Portavoce della protesta è Italia Nostra. Ci ha parlato?
«Non è così. L’ulteriore elemento è che loro parlano a nome di Italia Nostra la quale però ha scritto un comunicato che li smentisce. Italia Nostra infatti non ha nessun membro di Bologna. È un’altra cosa che loro chiamano Italia Nostra, che fa una protesta contro di me per il rosicare di Benati che ha raccolto le firme nella lobby universitaria, la quale evidentemente non ha nulla da fare. E Oreste Rutigliano, consigliere nazionale e membro della giunta nazionale Italia Nostra, ha preso posizione in mio favore, scrivendo che “Italia Nostra nazionale è impegnata in una strenua battaglia per la difesa del paesaggio italiano. Il pericolo più grande in specie per le aree più interne e conservate è oggi costituito dall’impianto delle grandi centrali eoliche.
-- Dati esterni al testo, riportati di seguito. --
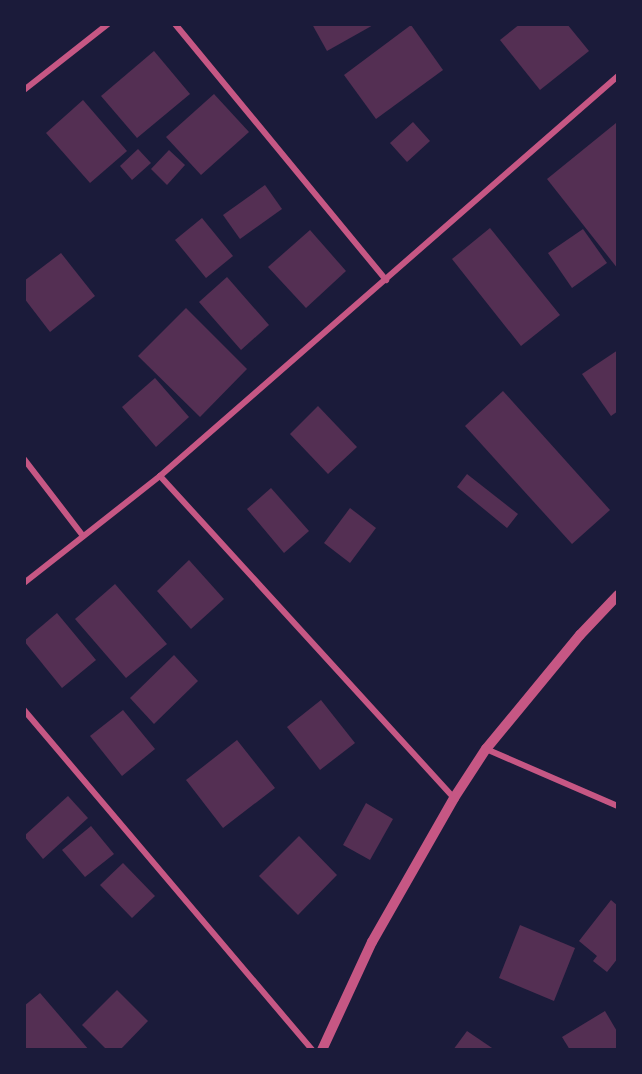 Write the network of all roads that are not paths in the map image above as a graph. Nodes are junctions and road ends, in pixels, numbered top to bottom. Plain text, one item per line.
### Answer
1 (108, 24) edge
2 (175, 24) edge
3 (618, 76) edge
4 (24, 90) edge
5 (387, 280) junction
6 (24, 459) edge
7 (159, 476) junction
8 (83, 536) junction
9 (24, 583) edge
10 (618, 595) edge
11 (24, 710) edge
12 (486, 749) junction
13 (454, 798) junction
14 (618, 806) edge
15 (312, 1050) edge
16 (322, 1050) edge

1 - 4 street
2 - 5 street
3 - 5 street
5 - 7 street
6 - 8 street
7 - 8 street
7 - 13 street
8 - 9 street
10 - 12 street
11 - 15 street
12 - 13 street
12 - 14 street
13 - 16 street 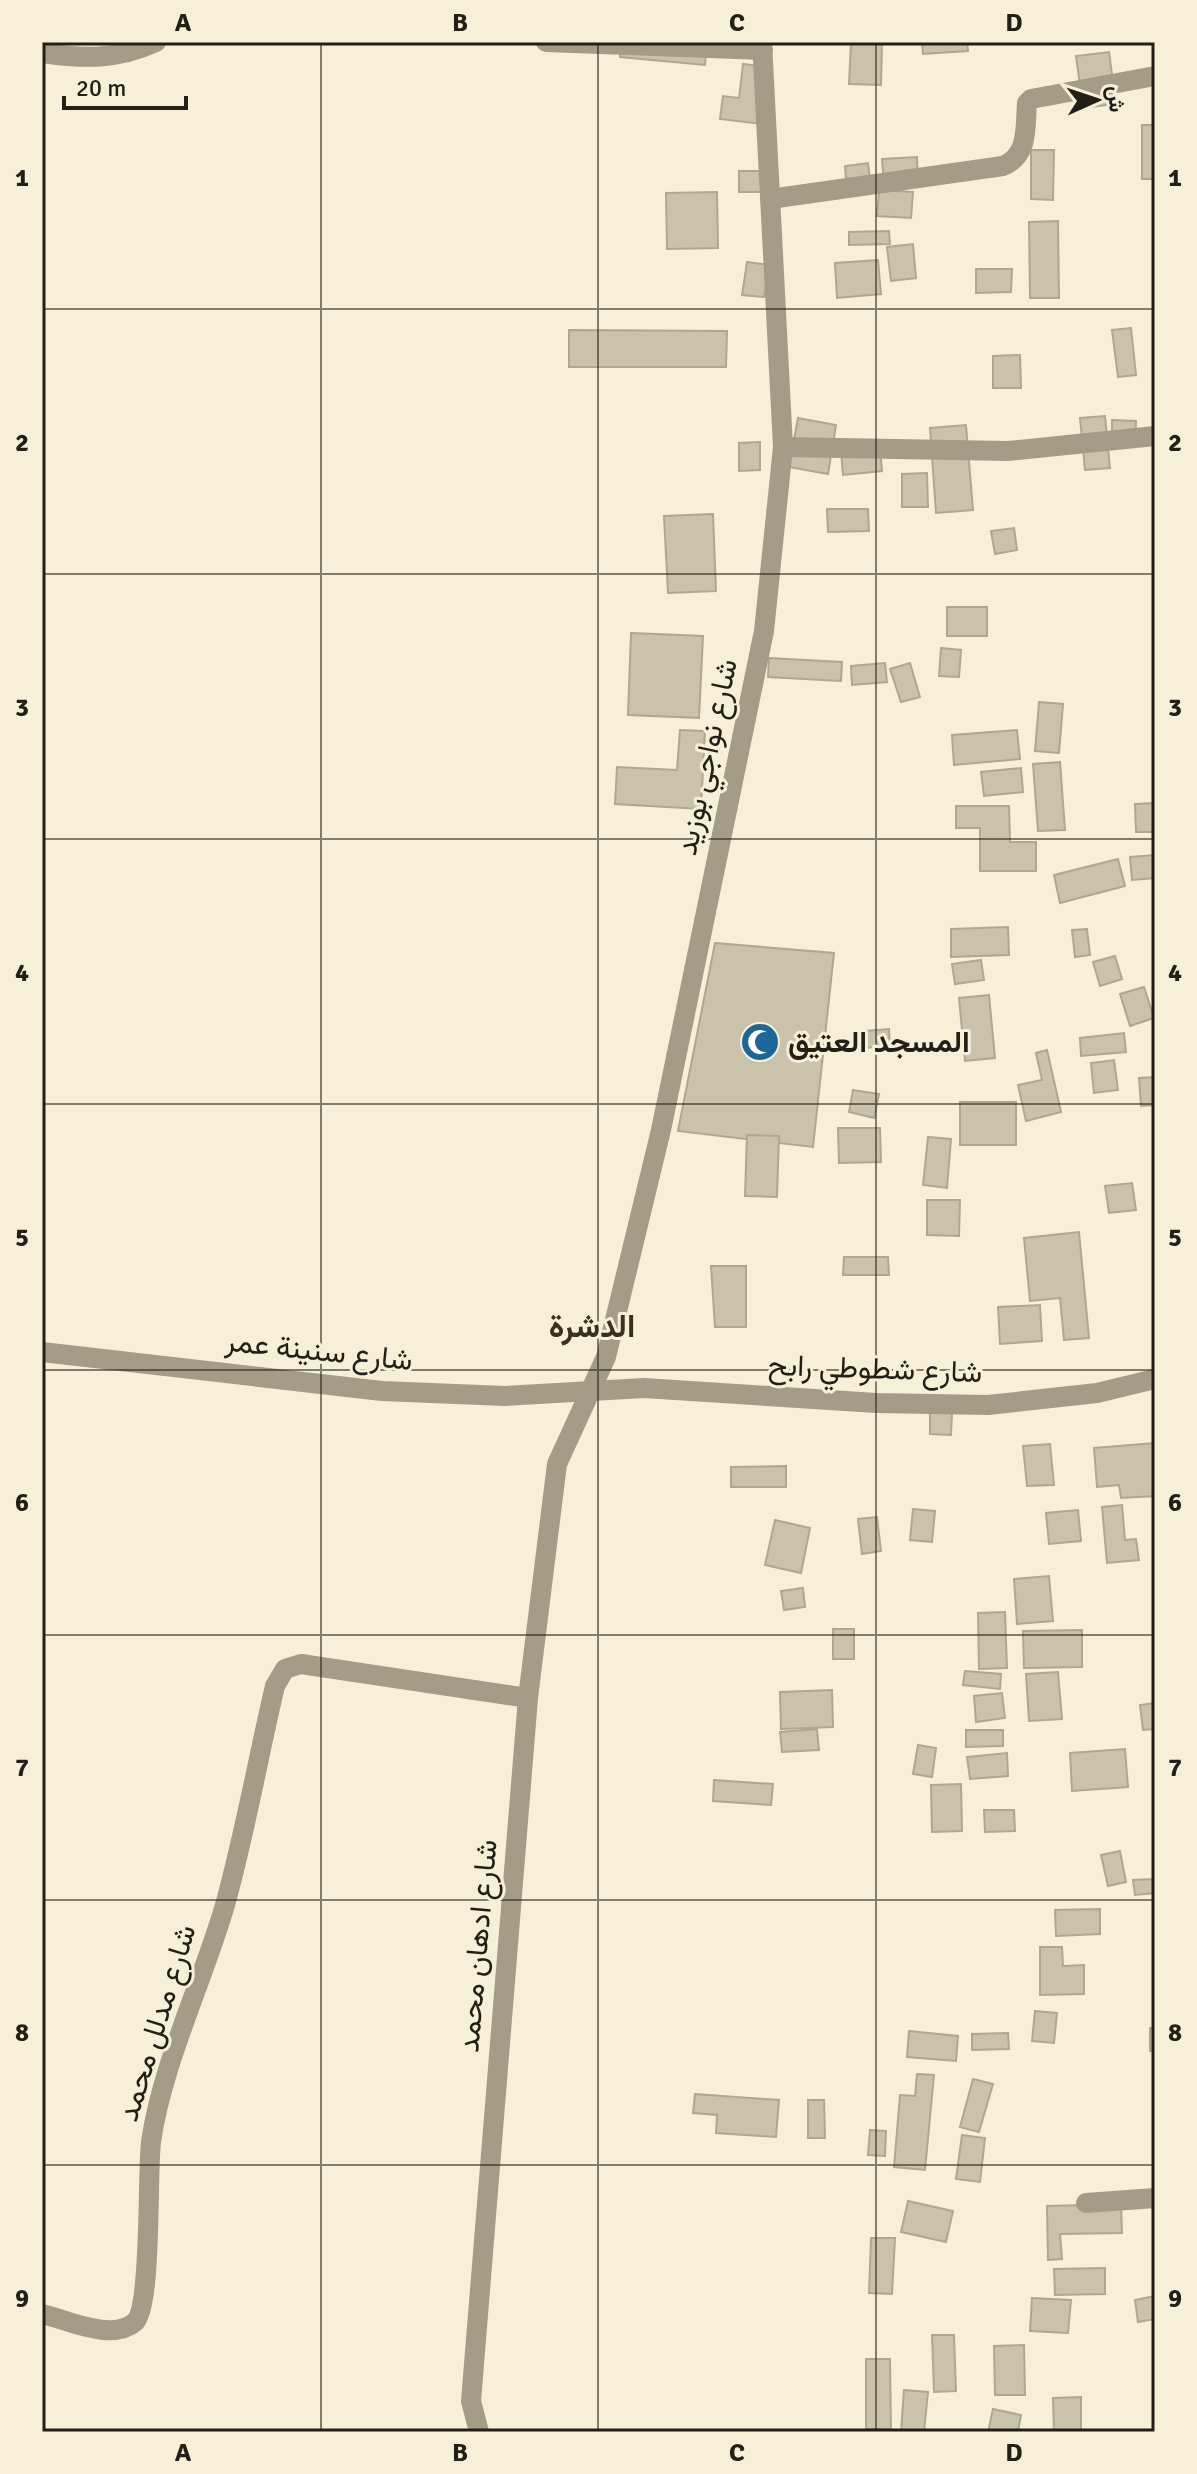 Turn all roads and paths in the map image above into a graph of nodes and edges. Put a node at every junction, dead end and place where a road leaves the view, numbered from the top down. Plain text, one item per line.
1 (156, 42) edge
2 (546, 42) edge
3 (762, 46) edge
4 (42, 53) edge
5 (1155, 76) edge
6 (770, 199) junction
7 (1155, 436) edge
8 (783, 447) junction
9 (42, 1352) edge
10 (1155, 1379) edge
11 (591, 1390) junction
12 (557, 1464) joint
13 (528, 1698) junction
14 (1155, 2198) edge
15 (1086, 2203) dead end
16 (42, 2314) edge
17 (479, 2432) edge

1 - 4 street
2 - 3 street
3 - 6 street, شارع نواجي بوزيد
5 - 6 street
6 - 8 street, شارع نواجي بوزيد
7 - 8 street
8 - 11 street, شارع نواجي بوزيد
9 - 11 street, شارع سنينة عمر
10 - 11 street, شارع شطوطي رابح
11 - 12 street, شارع نواجي بوزيد
12 - 13 street, شارع ادهان محمد
13 - 16 street, شارع مدلل محمد
13 - 17 street, شارع ادهان محمد
14 - 15 street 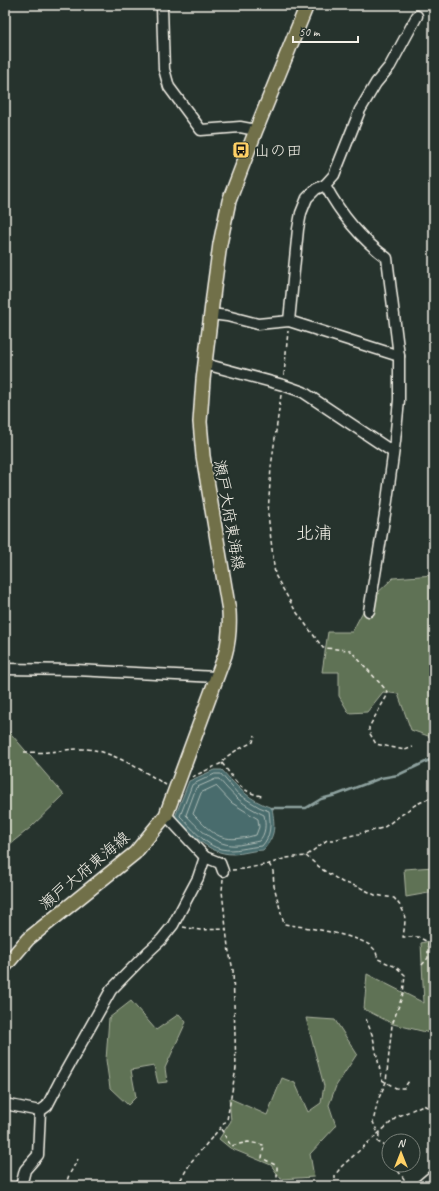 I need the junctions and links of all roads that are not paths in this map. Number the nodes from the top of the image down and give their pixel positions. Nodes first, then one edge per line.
1 (160, 5) edge
2 (307, 5) edge
3 (417, 16) dead end
4 (256, 130) junction
5 (325, 185) junction
6 (211, 314) junction
7 (289, 320) junction
8 (399, 356) junction
9 (205, 364) junction
10 (393, 452) junction
11 (369, 611) dead end
12 (5, 669) edge
13 (216, 677) junction
14 (166, 815) junction
15 (205, 857) junction
16 (223, 871) road end
17 (5, 966) edge
18 (5, 1104) edge
19 (40, 1111) junction
20 (434, 1175) edge
21 (21, 1186) edge
22 (421, 1186) edge

1 - 4 street
2 - 4 main road, 瀬戸大府東海線
3 - 5 street
4 - 6 main road, 瀬戸大府東海線
5 - 7 street
5 - 8 street
6 - 7 street
6 - 9 main road, 瀬戸大府東海線
7 - 8 street
8 - 10 street
9 - 10 street
9 - 13 main road, 瀬戸大府東海線
10 - 11 street
12 - 13 street
13 - 14 main road, 瀬戸大府東海線
14 - 15 street
14 - 17 main road, 瀬戸大府東海線
15 - 16 street
15 - 19 street
18 - 19 street
19 - 21 street
20 - 22 street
In questa difficile battaglia Italia Nostra è riconoscente a Vittorio Sgarbi per essersi fatto più volte portavoce delle nostre istanze portando all’attenzione di tutti gli italiani in mille trasmissioni questa nuova piaga del paesaggio italiano. Il legame ideale con Vittorio Sgarbi è peraltro antico e riguarda tante altre azioni in difesa del patrimonio storico e artistico in particolare a Roma dove è socio onorario della locale sezione”».